Каждый солдат, закутанный в суконную шинель, кашляя в рукав, чтобы не помешать соседу, сам боялся упустить хотя бы звук приподнятого маслянистого голоса Цветухина. Каждый переводил на свой язык колдовскую декламацию Фердинанда и, может быть, думал однажды сказать кому-нибудь, как Фердинанд: "Пусть даже встанут горами между нами препятствия - они послужат мне лестницей, и я устремлюсь по ним в объятия Луизы! Бури враждебной судьбы раздуют мои чувства: опасности лишь придадут больше прелести моей Луизе!" И каждый, может быть, думал однажды услышать от кого-нибудь в ответ, как от Луизы, страшно громкий шепот ужаса и страсти: "Довольно! Умоляю тебя, молчи! Если бы ты знал!.."
Эта Луиза, с такой трудно запоминаемой фамилией, проставленной чернильной мазилкой на афише, - Парабукина, - влекла к себе девичьей искренностью, простотой, смятением неопытной души, которое должна была передать своей ролью. Наверное, так только казалось. Наверное, она трепетала, что не справится с задачей, столь дерзко на себя взятой. Но страх ее перед зрителями необъяснимым образом поглощался другим страхом страхом девушки-мещанки перед своей нечаянной и обреченной любовью.
Лиза следила за игрой Аночки с недоумением, завистью, почти не веря, что на сцене та самая девочка, которая неприметной травинкой росла где-то поодаль, когда Лиза уже наслаждалась театром, наедине с собой грезя о нем, как о высшем мыслимом на земле уделе. Да, да, травинка вытянулась и окрепла. Это - не девочка, это - женщина накануне предназначенного ей цветения. Откуда у Аночки эти скользящие жесты? Кто научил ее так свободно носить старомодное длинное платье? Не мог же это сделать Цветухин! Она играет с Цветухиным. С самим Цветухиным! Аночка, которая в детстве с боязнью звала его "черным"! Как сыграла бы с Цветухиным Лиза? Актрисой она, наверно, была бы очень хороша - с достоинством ее поступи, с очарованием лица. Но актрисой сделалась не совсем складная и - право же! - не очень красивая Аночка. А Лиза так, наверно, и умрет обыкновенной женщиной провинции, в грустной незаметности. Не к лучшему ли это? Может быть, судьба спасла Лизу от унижения? В жизни она оставалась привлекательной, на сцене могла бы стать жалкой - как знать? Не лучше ли решила судьба, милостиво предоставив Лизе любить сцену тайно, как любят ее множество женщин?
Лиза оторвалась на секунду от сцены и разыскала глазами Кирилла.
Он сидел прямой, немного подавшись вперед. В отраженном кирпичном свете рампы лицо его было как будто бледнее обычного и остро вычерчивалось на какой-то тени. Нельзя было издали в точности распознать выражение этого лица, но было видно, что Кирилл глядит на Луизу.

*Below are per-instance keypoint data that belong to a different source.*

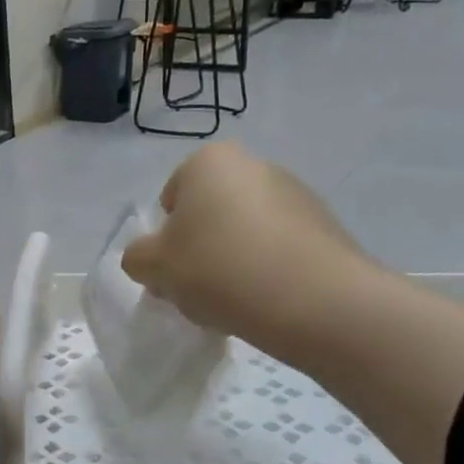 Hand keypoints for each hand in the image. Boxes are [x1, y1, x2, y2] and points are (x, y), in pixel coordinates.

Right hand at [121, 143, 373, 347]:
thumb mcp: (154, 267)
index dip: (166, 239)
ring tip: (235, 301)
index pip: (170, 198)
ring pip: (245, 232)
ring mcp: (296, 193)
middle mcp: (255, 165)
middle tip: (199, 289)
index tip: (174, 270)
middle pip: (210, 214)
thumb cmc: (219, 269)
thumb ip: (138, 257)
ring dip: (234, 261)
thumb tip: (152, 258)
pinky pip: (278, 249)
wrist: (313, 300)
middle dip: (201, 248)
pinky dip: (266, 270)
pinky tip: (266, 301)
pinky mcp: (325, 227)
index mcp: (210, 162)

Удивление, вызванное зрелищем у публики, казалось, захватило и его. Но он удивлялся не зрелищу, а только одной Аночке. Впрочем, он удивлялся одинаково и себе: как мог он прежде не оценить, не видеть самой сильной, самой поражающей стороны ее существа - ее таланта! Она была несравненно богаче, несравненно шире, чем он ее себе представлял. Она была выше всего, что приходило ему на ум, едва он начинал о ней думать.

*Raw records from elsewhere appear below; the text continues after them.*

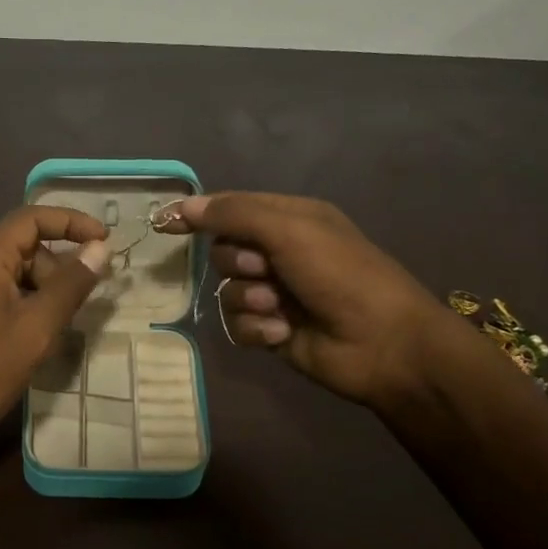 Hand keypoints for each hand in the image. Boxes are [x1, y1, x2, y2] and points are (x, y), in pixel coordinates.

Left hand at [0, 206, 110, 446]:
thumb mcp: (37, 328)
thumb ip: (71, 284)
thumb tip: (101, 248)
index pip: (32, 218)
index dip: (72, 222)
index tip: (106, 242)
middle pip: (23, 245)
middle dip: (58, 265)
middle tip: (82, 301)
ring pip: (13, 270)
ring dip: (43, 287)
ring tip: (58, 324)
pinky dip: (25, 301)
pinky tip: (36, 333)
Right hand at [161, 192, 447, 406]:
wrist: (383, 343)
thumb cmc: (341, 275)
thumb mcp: (288, 231)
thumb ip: (234, 215)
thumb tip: (183, 205)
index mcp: (289, 219)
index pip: (231, 209)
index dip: (199, 215)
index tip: (165, 223)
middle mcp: (280, 253)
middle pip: (223, 252)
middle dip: (238, 264)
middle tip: (264, 271)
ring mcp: (275, 294)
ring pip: (227, 291)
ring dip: (248, 300)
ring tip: (278, 309)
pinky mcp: (272, 330)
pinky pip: (237, 324)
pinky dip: (255, 328)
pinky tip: (281, 332)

Улыбка нежности медленно, непривычно легла на его губы и застыла. Слишком чистосердечны, слишком невинны были все эти театральные страдания, чтобы не размягчить и непреклонную душу.
Когда Луиза, вскочив с колен и вырываясь из рук отца, бросилась за уходящим Фердинандом и простонала: "Останься! Останься! Куда ты? Батюшка! Матушка! В эту страшную минуту он нас покидает", - Кирилл еще больше подался вперед и закашлял, чтобы приглушить какой-то странный звук, вылетевший с перехваченным дыханьем. Он вспомнил свой смех около окна, где поздно вечером расслышал этот мучительный стон, который сперва перепугал, а потом развеселил его: "Останься! Останься!" Но сейчас ему не было смешно. Волнение соединяло его с Аночкой больше, чем в тот вечер, когда он обнял ее в первый раз. Ему хотелось скрыть это волнение, и он все больше подавался вперед - на самый край стула. Но тем удобнее было смотреть за его лицом Вере Никандровне, отклонившейся назад и не устававшей переводить взор с Аночки на сына: все, что еще могло быть для нее вопросом, само собой разъяснялось до конца в эту минуту.